Tiba-tiba saja kakek itu berhenti menangis dan kini dia tertawa. Melihat anak perempuan itu memandangnya dengan mata terbelalak, diapun berkata sambil mencela.
"Kenapa kita tidak boleh tertawa dan menangis tanpa sebab? Kita tertawa atau menangis menggunakan mulut kita sendiri, tidak meminjam mulut orang lain, apa perduli pendapat orang lain?"

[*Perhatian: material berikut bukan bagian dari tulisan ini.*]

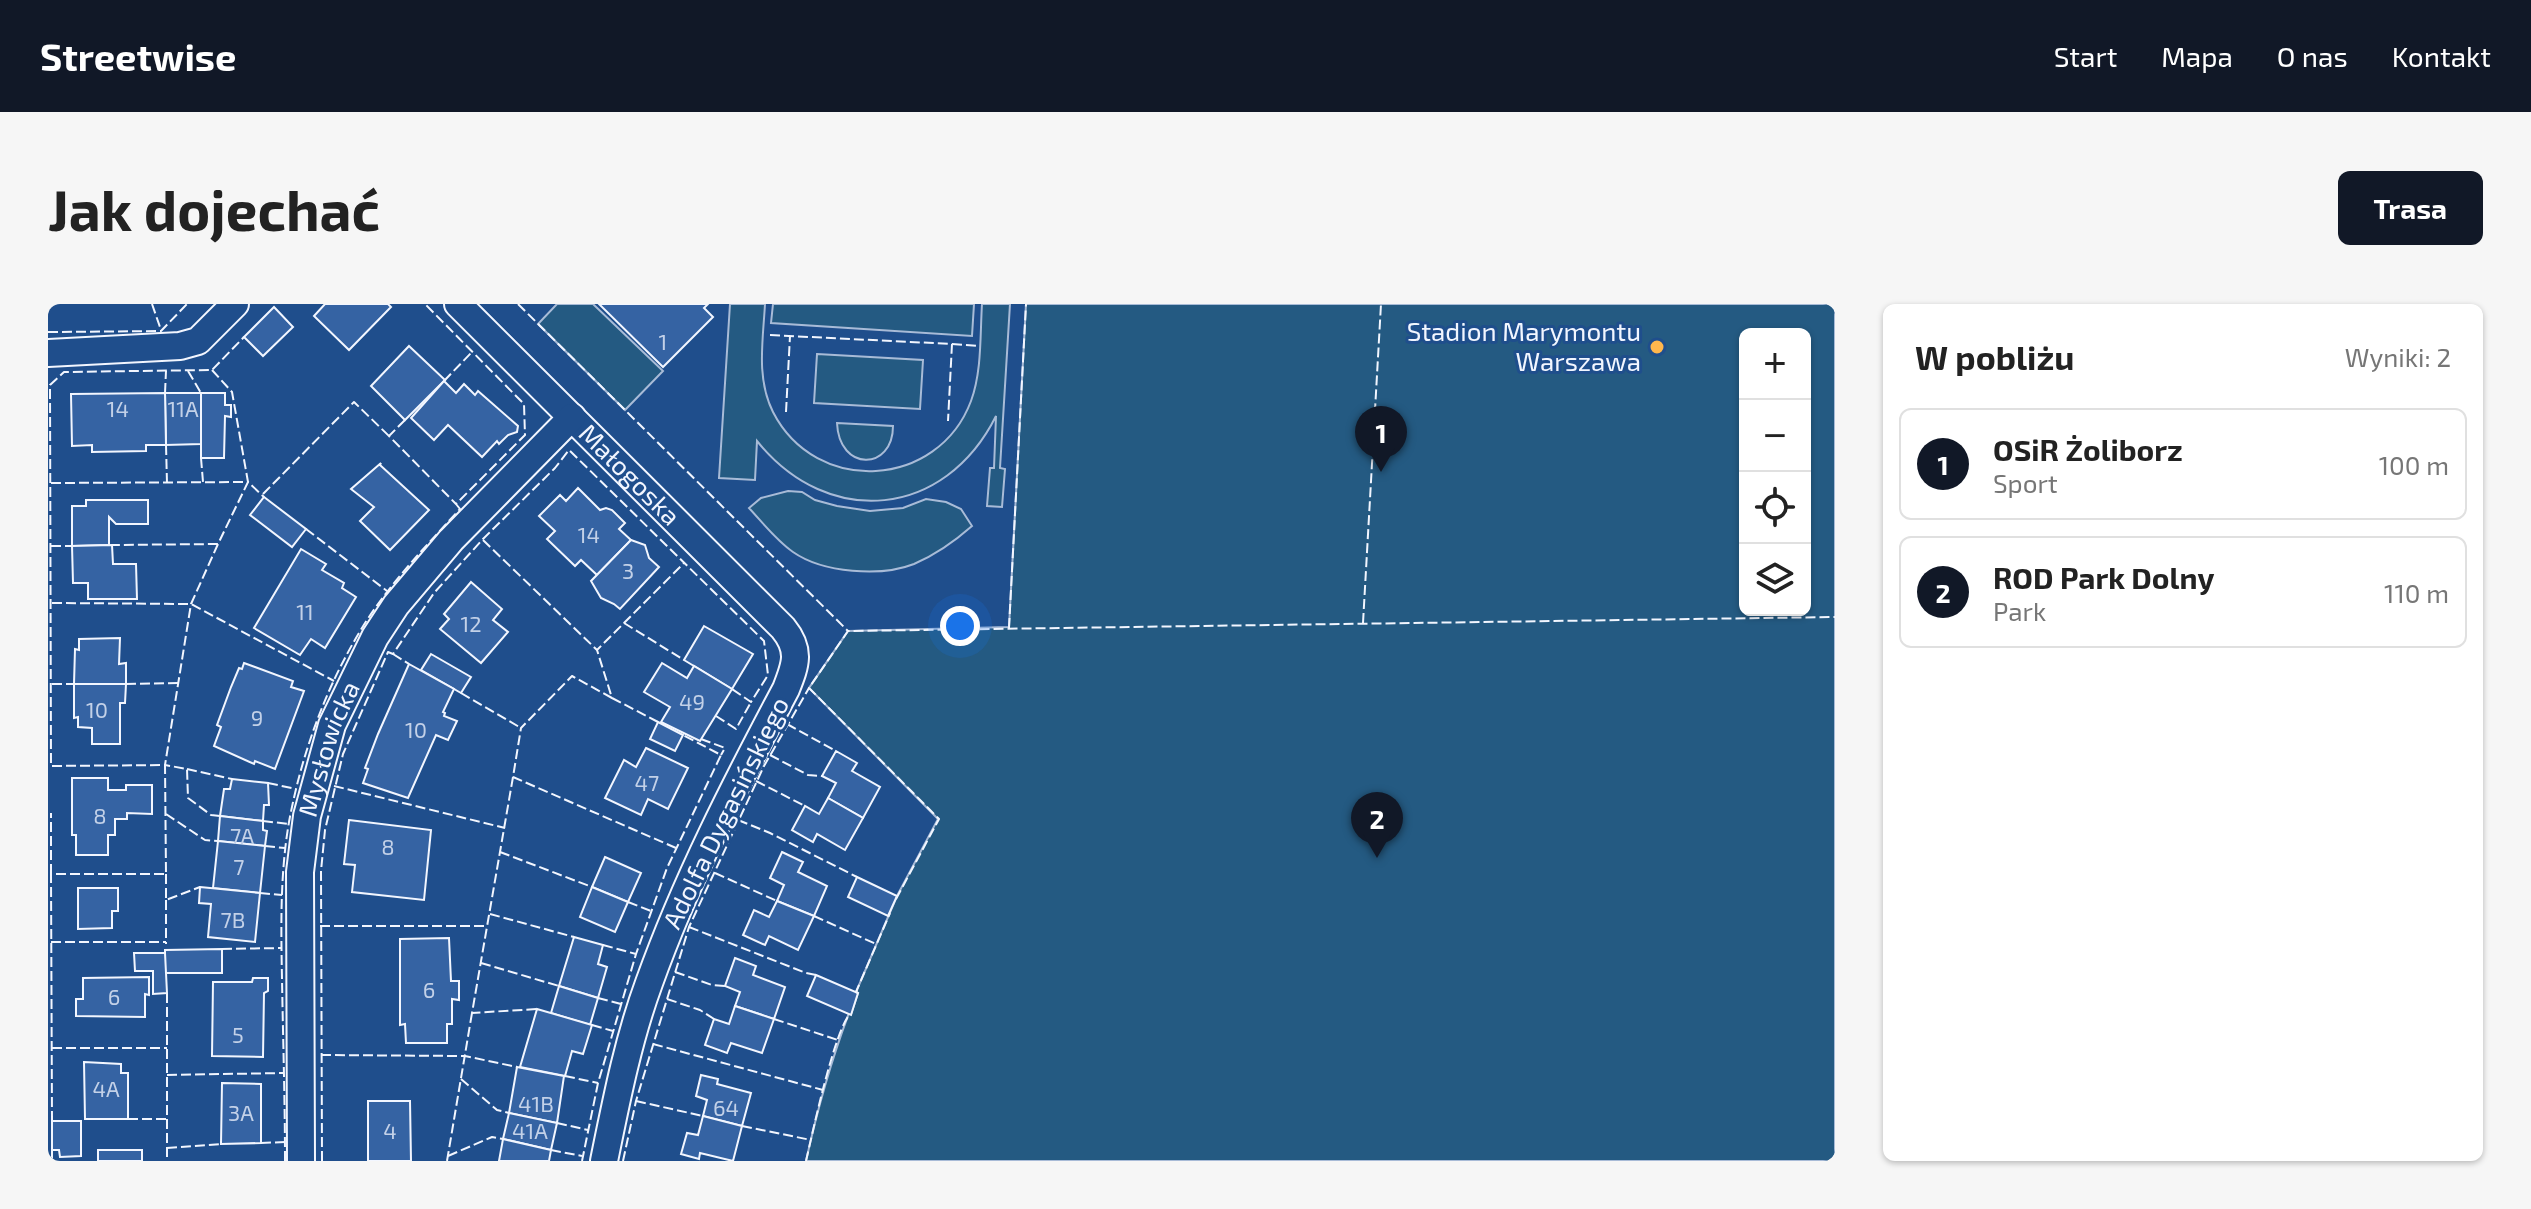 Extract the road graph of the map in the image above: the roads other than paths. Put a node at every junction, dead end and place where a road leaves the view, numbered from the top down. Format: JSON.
{"nodes":[{"id":1,"x":235,"y":304,"type":"edge"},
{"id":2,"x":458,"y":304,"type":"edge"},
{"id":3,"x":48,"y":353,"type":"edge"},
{"id":4,"x":572,"y":417,"type":"junction"},
{"id":5,"x":796,"y":649,"type":"joint"},
{"id":6,"x":301,"y":1161,"type":"edge"},
{"id":7,"x":604,"y":1161,"type":"edge"}],
"edges":[{"from":1,"to":3,"type":"street"},
{"from":2,"to":4,"type":"street","name":"Małogoska"},
{"from":4,"to":5,"type":"street","name":"Małogoska"},
{"from":4,"to":6,"type":"street","name":"Mysłowicka"},
{"from":5,"to":7,"type":"street","name":"Adolfa Dygasińskiego"}]} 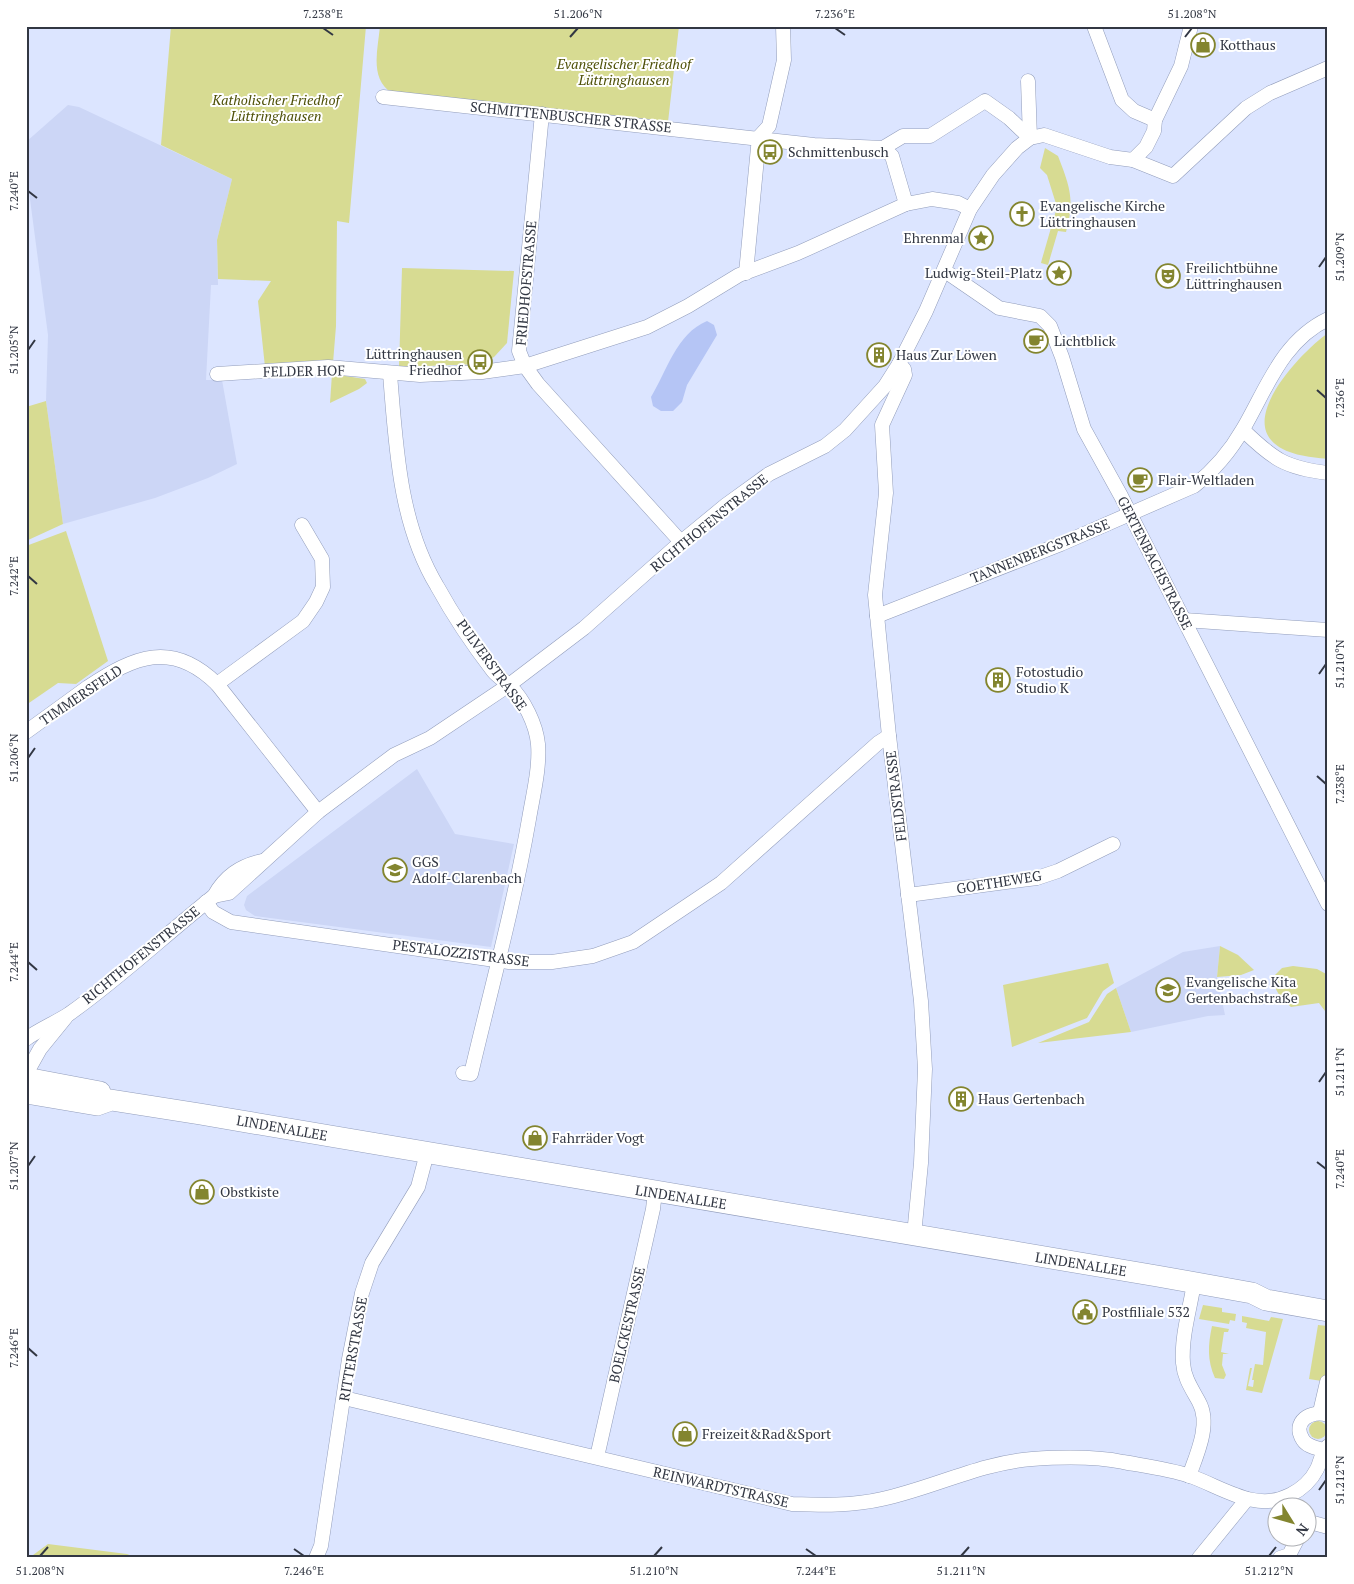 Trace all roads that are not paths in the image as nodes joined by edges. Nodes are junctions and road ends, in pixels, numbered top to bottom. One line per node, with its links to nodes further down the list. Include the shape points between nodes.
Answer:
1 (782, 26): 10 (street, via 784,60 769,126)
2 (1094, 26): 8 (street, via 1122,100 1134,111)
3 (1191, 26): 8 (street, via 1176,80)
4 (1328, 68): 12 (street, via 1270,93 1246,108 1173,176)
5 (1028, 81): 9 (street)
6 (383, 97): 7 (street, SCHMITTENBUSCHER STRASSE)
7 (542, 114): 10 (street, SCHMITTENBUSCHER STRASSE); 19 (street, FRIEDHOFSTRASSE, via 519,351)
8 (1155, 120): 12 (street, via 1154,131 1146,147)
9 (1030, 138): 11 (street, via 985,101 930,136 903,136); 12 (street, via 1044,135 1110,157); 14 (street, RICHTHOFENSTRASSE, via 993,175)
10 (758, 144): 11 (street, SCHMITTENBUSCHER STRASSE); 16 (street)
11 (884, 148): 13 (street, via 892,156)
12 (1133, 160)
13 (906, 204): 14 (street, FELDER HOF, via 932,199 958,203); 16 (street, FELDER HOF)
14 (970, 209): 15 (street, RICHTHOFENSTRASSE)
15 (945, 271): 18 (street, RICHTHOFENSTRASSE); 24 (street, GERTENBACHSTRASSE, via 999,308 1040,316 1050,326 1084,429)
16 (746, 273): 19 (street, FELDER HOF, via 646,327)
17 (1328, 319): 22 (street, TANNENBERGSTRASSE, via 1317,324 1272,372)
18 (899, 364): 26 (street, RICHTHOFENSTRASSE, via 845,430 825,446 758,482); 27 (street, FELDSTRASSE, via 905,376 882,425 886,493 875,595)
19 (525, 366): 21 (street, FELDER HOF, via 482,372); 26 (street, FRIEDHOFSTRASSE)
20 (217, 374): 21 (street, FELDER HOF, via 328,367)
21 (390, 374): 31 (street, PULVERSTRASSE, via 400,474 413,535 421,556 437,587 495,674)
22 (1243, 430): 23 (street, via 1266,452 1286,465); 24 (street, TANNENBERGSTRASSE, via 1207,475 1194,486)
23 (1328, 473)
24 (1129, 514): 27 (street, TANNENBERGSTRASSE); 28 (street, GERTENBACHSTRASSE)
25 (302, 525): 30 (street, via 322,559 323,588 316,602 303,621)
26 (681, 542): 31 (street, RICHTHOFENSTRASSE, via 584,628)
27 (877, 616): 33 (street, FELDSTRASSE)
28 (1184, 620): 29 (street); 38 (street, GERTENBACHSTRASSE)
29 (1328, 630)
30 (217, 684): 32 (street, TIMMERSFELD, via 184,660 152,656 135,660 114,670); 34 (street, TIMMERSFELD)
31 (509, 685): 34 (street, RICHTHOFENSTRASSE, via 430,738 394,755); 39 (street, PULVERSTRASSE, via 530,718 538,744 526,833)
32 (26, 732)
33 (889, 736): 36 (street, FELDSTRASSE); 39 (street, PESTALOZZISTRASSE, via 735,871 633,942 593,956 552,962)
34 (318, 812): 37 (street, RICHTHOFENSTRASSE, via 262,861 244,865 222,883)
35 (1113, 844): 36 (street, GOETHEWEG, via 1037,878)
36 (908, 895): 49 (street, FELDSTRASSE, via 921,1001 926,1083)
37 (210, 899): 39 (street, PESTALOZZISTRASSE, via 213,912 231,922); 40 (street, RICHTHOFENSTRASSE)
38 (1328, 904)
39 (498, 960): 42 (street, PULVERSTRASSE, via 471,1074)
40 (68, 1015): 41 (street, RICHTHOFENSTRASSE); 43 (street, RICHTHOFENSTRASSE, via 40,1049)
41 (26, 1039)
42 (463, 1073)
43 (26, 1074)
44 (26, 1078): 46 (main road, LINDENALLEE, via 100,1092)
45 (26, 1093): 46 (main road, LINDENALLEE, via 97,1105)
46 (111, 1100): 47 (main road, LINDENALLEE)
47 (427, 1153): 48 (main road, LINDENALLEE); 55 (street, RITTERSTRASSE, via 418,1187 372,1263 354,1323)
48 (655, 1192): 49 (main road, LINDENALLEE); 58 (street, BOELCKESTRASSE)
49 (914, 1235): 50 (main road, LINDENALLEE)
50 (1194, 1283): 51 (main road, LINDENALLEE); 59 (street, via 1183,1363 1186,1380 1200,1404 1204,1419)
51 (1252, 1293): 52 (main road, LINDENALLEE, via 1269,1291); 53 (main road, LINDENALLEE, via 1266,1300)
52 (1328, 1297)
53 (1328, 1311)
54 (1327, 1382): 56 (street, REINWARDTSTRASSE)
55 (344, 1398): 58 (street, REINWARDTSTRASSE); 64 (street, RITTERSTRASSE, via 321,1546)
56 (1324, 1413): 57 (street, REINWARDTSTRASSE, via 1312,1413 1306,1417 1300,1432 1308,1445)
57 (1326, 1449): 60 (street, REINWARDTSTRASSE, via 1309,1483)
58 (597, 1457): 59 (street, REINWARDTSTRASSE, via 792,1504 853,1504 884,1499 980,1468 1030,1459 1072,1457 1120,1461)
59 (1189, 1476): 61 (street, REINWARDTSTRASSE)
60 (1297, 1496)
61 (1246, 1499): 62 (street, REINWARDTSTRASSE); 65 (street)
62 (1266, 1502)
63 (1294, 1546): 66 (street, via 1289,1555)
64 (316, 1558)
65 (1199, 1558)
66 (1281, 1558)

"Tapi kau tertawa dan menangis tanpa memberitahu sebabnya, sungguh membikin aku menjadi bingung, kek. Biasanya orang yang menangis dan tertawa tanpa sebab hanya orang-orang yang miring otaknya, dan aku yakin engkau bukan orang sinting."
"Ha-ha-ha-ha, kau kira orang sinting itu jelek? Di dunia ini, mana ada orang yang tidak sinting? Aku tertawa karena hatiku gembira mendapatkan seorang murid yang baik seperti engkau. Dan aku menangis karena aku harus mewariskan ilmu-ilmu kepadamu. Hu-hu-huuhhh...."
Kembali dia menangis. Bi Sian mengerutkan alisnya.
"Sudahlah, kek. Jangan menangis. Kalau memang engkau tidak rela mewariskan ilmu-ilmu kepadaku, sudah saja jangan menjadi guruku."